• **REQUIRED WORK**:
Show all the lines in the data below that include the word "Maria".

═══ LISTED ENTRIES

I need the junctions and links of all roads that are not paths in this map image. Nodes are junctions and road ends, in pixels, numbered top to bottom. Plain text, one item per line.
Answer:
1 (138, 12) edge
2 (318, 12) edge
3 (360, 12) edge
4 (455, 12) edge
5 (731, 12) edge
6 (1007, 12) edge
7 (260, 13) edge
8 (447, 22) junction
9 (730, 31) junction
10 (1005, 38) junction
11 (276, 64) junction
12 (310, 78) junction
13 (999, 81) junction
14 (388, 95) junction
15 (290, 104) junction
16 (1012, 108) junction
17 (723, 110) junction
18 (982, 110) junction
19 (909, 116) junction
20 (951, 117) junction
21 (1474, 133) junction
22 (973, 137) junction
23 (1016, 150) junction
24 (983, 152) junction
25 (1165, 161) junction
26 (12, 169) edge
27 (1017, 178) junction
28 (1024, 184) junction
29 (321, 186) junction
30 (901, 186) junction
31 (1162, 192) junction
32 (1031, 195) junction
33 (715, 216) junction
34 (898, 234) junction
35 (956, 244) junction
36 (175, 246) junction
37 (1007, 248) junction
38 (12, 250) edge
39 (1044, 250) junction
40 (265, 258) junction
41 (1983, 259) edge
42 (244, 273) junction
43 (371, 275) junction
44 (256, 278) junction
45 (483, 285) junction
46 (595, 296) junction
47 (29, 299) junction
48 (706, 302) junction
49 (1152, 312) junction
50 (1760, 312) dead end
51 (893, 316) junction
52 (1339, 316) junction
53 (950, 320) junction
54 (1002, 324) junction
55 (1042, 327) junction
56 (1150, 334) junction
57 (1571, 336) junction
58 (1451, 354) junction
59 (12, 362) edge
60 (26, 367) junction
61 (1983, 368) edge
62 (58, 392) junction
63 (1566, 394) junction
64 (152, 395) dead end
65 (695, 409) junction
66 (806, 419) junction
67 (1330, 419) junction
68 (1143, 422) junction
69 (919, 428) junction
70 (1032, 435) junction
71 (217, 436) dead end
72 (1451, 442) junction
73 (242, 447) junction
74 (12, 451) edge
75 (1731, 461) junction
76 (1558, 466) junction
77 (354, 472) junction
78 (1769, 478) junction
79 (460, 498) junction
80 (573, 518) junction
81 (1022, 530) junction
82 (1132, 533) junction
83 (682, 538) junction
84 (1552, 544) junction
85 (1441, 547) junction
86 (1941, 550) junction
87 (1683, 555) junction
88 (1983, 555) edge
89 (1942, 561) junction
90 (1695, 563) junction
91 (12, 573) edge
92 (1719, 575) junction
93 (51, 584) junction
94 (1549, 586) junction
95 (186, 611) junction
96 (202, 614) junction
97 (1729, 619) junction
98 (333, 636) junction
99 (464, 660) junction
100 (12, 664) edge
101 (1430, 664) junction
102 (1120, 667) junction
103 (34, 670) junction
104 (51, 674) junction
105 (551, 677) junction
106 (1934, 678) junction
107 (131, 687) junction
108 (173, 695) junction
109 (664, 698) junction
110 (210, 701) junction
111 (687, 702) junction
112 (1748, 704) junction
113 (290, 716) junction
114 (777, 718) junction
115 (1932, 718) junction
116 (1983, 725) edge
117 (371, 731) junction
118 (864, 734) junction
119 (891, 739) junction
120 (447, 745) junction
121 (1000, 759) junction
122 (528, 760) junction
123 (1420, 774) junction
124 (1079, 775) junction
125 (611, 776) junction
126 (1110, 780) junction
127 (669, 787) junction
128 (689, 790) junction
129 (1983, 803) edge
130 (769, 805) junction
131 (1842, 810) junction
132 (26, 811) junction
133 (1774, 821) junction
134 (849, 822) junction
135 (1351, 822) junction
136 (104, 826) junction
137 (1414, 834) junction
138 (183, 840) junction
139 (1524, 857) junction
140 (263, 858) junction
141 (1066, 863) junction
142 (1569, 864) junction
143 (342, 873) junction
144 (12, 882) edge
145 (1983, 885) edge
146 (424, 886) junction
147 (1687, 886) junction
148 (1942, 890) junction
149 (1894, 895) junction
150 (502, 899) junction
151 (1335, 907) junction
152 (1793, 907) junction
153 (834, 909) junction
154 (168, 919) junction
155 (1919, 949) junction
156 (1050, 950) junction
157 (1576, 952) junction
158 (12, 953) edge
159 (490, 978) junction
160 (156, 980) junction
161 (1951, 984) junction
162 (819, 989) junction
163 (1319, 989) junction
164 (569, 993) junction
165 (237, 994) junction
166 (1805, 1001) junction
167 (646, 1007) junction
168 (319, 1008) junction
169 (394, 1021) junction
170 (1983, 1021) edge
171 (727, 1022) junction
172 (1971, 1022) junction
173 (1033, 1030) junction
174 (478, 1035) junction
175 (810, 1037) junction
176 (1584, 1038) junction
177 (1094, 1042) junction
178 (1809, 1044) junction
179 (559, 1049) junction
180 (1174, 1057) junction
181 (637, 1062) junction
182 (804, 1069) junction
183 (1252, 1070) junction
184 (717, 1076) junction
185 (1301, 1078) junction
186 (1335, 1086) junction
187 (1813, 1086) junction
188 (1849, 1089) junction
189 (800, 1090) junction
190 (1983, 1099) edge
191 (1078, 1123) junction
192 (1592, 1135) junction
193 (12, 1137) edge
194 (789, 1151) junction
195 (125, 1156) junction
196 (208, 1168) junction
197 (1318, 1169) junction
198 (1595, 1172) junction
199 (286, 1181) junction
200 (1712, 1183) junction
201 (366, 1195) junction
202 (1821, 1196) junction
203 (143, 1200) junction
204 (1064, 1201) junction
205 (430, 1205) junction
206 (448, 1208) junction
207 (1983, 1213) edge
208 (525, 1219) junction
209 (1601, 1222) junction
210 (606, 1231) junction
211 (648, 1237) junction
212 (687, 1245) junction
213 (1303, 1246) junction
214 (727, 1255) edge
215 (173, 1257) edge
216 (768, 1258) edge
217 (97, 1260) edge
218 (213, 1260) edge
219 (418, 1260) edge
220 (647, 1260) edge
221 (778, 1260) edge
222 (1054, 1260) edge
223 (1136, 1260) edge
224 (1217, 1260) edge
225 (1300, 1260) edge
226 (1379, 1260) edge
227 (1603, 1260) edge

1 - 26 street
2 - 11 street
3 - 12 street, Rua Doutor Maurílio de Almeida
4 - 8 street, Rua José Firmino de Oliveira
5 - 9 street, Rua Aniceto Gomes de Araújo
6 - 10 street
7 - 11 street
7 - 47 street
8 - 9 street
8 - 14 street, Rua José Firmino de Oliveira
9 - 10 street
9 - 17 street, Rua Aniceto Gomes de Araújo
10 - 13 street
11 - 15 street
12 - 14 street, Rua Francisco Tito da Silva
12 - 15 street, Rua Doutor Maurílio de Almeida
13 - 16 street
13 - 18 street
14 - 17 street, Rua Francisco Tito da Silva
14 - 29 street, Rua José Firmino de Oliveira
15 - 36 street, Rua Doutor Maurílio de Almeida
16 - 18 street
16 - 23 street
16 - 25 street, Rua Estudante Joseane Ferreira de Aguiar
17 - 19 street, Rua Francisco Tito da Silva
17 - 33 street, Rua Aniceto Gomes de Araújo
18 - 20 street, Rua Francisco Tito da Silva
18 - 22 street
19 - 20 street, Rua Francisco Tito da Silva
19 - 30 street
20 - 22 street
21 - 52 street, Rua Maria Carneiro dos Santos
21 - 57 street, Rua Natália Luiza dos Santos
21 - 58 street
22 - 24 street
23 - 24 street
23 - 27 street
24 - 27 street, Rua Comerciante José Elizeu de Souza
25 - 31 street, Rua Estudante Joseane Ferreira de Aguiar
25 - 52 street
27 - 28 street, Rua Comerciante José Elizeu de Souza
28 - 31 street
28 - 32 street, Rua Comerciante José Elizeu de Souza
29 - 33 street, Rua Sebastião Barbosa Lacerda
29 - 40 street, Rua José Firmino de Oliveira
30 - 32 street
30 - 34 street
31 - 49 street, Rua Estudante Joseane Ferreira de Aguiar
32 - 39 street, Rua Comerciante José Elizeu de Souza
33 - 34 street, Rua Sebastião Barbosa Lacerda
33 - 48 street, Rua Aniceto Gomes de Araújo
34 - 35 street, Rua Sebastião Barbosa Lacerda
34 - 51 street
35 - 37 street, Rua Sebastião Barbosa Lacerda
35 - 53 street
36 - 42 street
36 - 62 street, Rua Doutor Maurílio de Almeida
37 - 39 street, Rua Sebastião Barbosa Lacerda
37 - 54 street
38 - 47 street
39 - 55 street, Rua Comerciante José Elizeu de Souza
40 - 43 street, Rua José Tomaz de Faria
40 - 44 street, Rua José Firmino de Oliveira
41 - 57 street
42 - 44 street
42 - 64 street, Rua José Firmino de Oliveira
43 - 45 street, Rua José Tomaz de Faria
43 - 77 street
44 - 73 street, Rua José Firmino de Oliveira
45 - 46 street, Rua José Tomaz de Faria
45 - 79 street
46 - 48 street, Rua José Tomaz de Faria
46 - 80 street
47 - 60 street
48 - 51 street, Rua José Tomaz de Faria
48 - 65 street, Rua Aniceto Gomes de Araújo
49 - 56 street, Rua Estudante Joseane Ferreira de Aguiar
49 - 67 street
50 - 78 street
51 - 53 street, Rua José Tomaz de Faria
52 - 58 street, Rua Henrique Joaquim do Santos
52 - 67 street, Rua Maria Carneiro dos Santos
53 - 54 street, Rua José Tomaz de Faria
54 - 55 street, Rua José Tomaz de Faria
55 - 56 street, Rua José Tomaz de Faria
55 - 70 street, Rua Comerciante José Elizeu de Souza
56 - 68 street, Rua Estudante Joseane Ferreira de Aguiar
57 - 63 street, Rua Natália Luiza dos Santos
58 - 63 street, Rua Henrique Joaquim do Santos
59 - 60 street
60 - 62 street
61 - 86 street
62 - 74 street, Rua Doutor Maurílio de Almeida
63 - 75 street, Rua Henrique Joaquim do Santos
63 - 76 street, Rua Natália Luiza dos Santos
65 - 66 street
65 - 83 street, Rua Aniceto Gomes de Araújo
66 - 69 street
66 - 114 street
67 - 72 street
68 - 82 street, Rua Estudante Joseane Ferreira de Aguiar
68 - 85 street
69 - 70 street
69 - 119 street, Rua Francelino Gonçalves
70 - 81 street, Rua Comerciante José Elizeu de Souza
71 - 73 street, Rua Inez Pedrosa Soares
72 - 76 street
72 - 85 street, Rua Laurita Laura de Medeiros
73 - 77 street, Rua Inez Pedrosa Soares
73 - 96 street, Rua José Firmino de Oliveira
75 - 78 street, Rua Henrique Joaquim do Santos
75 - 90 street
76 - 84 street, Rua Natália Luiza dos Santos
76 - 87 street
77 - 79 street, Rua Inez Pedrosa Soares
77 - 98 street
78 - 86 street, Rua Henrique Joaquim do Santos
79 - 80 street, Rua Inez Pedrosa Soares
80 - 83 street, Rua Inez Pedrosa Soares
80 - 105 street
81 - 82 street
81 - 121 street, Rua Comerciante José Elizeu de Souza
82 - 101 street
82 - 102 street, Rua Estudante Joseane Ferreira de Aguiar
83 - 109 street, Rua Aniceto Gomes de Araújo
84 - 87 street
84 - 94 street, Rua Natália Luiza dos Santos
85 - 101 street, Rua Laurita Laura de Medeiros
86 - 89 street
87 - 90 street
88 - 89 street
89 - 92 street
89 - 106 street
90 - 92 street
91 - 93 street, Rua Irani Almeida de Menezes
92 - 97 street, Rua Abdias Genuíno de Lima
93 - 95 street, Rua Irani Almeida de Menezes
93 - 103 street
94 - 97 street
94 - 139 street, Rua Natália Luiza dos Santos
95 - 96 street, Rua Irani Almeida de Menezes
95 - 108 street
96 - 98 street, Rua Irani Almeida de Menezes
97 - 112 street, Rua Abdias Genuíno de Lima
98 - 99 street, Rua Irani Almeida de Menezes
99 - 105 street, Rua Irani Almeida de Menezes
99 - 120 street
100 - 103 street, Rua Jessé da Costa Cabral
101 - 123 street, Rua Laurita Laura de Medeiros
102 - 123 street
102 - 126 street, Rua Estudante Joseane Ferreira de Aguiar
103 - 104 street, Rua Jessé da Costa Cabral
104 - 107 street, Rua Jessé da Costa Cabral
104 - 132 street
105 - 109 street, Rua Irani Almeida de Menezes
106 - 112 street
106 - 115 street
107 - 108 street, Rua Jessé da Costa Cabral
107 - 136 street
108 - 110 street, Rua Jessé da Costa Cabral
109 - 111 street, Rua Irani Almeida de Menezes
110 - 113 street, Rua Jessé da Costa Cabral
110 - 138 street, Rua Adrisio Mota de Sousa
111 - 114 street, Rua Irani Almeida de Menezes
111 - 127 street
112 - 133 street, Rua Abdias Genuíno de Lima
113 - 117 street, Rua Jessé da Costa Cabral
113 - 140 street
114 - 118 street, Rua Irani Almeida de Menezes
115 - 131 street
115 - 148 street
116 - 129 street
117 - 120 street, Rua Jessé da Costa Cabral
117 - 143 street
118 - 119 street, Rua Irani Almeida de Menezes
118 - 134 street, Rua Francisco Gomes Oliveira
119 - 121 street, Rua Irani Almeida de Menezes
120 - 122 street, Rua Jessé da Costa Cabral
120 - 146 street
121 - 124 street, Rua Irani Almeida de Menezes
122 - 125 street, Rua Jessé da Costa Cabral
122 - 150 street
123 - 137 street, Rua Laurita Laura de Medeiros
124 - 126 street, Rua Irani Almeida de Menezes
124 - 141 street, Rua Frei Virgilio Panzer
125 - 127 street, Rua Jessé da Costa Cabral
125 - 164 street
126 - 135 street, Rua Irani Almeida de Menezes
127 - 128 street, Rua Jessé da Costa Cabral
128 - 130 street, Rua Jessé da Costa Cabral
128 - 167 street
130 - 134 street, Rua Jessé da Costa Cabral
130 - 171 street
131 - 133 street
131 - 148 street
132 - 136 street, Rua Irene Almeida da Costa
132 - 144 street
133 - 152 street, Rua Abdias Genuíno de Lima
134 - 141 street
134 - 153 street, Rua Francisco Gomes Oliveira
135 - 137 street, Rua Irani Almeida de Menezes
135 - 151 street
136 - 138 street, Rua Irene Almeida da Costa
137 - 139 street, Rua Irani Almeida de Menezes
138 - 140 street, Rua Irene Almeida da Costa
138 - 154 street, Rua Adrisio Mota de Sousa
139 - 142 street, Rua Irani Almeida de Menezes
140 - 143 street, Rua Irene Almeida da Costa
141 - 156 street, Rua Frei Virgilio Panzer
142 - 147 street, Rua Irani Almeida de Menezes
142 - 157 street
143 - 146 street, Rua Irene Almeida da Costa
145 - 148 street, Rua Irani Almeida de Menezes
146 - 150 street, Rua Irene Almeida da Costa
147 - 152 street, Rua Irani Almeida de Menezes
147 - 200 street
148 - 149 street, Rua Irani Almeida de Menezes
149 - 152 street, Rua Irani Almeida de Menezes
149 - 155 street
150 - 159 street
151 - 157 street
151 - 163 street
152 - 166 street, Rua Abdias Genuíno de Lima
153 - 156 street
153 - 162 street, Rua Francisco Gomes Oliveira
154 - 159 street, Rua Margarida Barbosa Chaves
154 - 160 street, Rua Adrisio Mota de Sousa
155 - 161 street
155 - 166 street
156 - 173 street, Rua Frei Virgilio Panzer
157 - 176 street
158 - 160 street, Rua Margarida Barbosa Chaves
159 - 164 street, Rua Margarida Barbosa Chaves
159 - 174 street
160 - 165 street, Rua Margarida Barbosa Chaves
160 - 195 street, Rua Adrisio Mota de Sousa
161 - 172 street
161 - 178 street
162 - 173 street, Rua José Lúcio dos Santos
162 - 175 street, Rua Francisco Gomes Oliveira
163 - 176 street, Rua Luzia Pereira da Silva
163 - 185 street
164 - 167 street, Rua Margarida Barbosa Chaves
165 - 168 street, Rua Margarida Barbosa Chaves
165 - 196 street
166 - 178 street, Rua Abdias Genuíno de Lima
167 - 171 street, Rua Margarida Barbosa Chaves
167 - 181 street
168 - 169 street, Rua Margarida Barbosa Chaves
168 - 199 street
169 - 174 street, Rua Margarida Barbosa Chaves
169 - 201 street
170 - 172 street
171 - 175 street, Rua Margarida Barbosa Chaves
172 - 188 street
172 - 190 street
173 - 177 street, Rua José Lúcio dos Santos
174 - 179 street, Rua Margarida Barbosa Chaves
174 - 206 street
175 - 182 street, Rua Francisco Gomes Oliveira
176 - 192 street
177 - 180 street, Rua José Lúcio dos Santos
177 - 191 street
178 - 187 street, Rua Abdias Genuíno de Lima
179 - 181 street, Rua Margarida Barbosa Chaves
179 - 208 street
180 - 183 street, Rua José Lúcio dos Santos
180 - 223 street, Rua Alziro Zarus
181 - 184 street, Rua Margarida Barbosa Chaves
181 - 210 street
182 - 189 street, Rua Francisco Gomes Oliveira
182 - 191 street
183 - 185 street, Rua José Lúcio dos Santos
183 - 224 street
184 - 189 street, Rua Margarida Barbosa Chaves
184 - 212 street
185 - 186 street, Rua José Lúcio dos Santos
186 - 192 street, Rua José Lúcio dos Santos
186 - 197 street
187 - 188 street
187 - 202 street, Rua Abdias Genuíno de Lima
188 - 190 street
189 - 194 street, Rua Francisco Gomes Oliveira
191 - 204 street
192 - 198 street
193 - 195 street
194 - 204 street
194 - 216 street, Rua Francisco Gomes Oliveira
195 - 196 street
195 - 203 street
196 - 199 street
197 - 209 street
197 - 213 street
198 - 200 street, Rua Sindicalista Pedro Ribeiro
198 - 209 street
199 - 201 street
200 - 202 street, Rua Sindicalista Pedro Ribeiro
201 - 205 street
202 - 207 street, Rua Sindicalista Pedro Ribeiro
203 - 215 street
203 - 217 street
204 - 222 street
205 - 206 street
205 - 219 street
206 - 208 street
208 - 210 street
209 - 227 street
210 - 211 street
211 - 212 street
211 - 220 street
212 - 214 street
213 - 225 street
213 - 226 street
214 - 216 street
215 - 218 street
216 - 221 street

══════

• **WRITTEN SOLUTION**:
21 - 52 street, Rua Maria Carneiro dos Santos
52 - 67 street, Rua Maria Carneiro dos Santos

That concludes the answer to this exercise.